■ What this task involves:
Below you will find a set of lines. Repeat them all exactly.

■ Data in this exercise:
───
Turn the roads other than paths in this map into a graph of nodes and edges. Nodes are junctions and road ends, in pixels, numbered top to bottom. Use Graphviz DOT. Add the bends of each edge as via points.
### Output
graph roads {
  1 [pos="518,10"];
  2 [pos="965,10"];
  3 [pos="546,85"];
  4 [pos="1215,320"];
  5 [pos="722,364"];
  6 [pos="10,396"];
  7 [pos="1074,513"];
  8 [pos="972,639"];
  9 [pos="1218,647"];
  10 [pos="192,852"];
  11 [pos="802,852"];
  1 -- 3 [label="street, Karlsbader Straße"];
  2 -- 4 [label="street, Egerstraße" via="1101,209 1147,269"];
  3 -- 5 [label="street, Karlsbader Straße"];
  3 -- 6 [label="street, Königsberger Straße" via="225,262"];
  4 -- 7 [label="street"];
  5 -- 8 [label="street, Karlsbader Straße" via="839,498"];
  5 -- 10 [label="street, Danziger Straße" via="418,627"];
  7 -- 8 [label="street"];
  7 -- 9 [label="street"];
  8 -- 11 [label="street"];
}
───
■ Answer area:
Turn the roads other than paths in this map into a graph of nodes and edges. Nodes are junctions and road ends, in pixels, numbered top to bottom. Use Graphviz DOT. Add the bends of each edge as via points.
### Output
graph roads {
  1 [pos="518,10"];
  2 [pos="965,10"];
  3 [pos="546,85"];
  4 [pos="1215,320"];
  5 [pos="722,364"];
  6 [pos="10,396"];
  7 [pos="1074,513"];
  8 [pos="972,639"];
  9 [pos="1218,647"];
  10 [pos="192,852"];
  11 [pos="802,852"];
  1 -- 3 [label="street, Karlsbader Straße"];
  2 -- 4 [label="street, Egerstraße" via="1101,209 1147,269"];
  3 -- 5 [label="street, Karlsbader Straße"];
  3 -- 6 [label="street, Königsberger Straße" via="225,262"];
  4 -- 7 [label="street"];
  5 -- 8 [label="street, Karlsbader Straße" via="839,498"];
  5 -- 10 [label="street, Danziger Straße" via="418,627"];
  7 -- 8 [label="street"];
  7 -- 9 [label="street"];
  8 -- 11 [label="street"];
}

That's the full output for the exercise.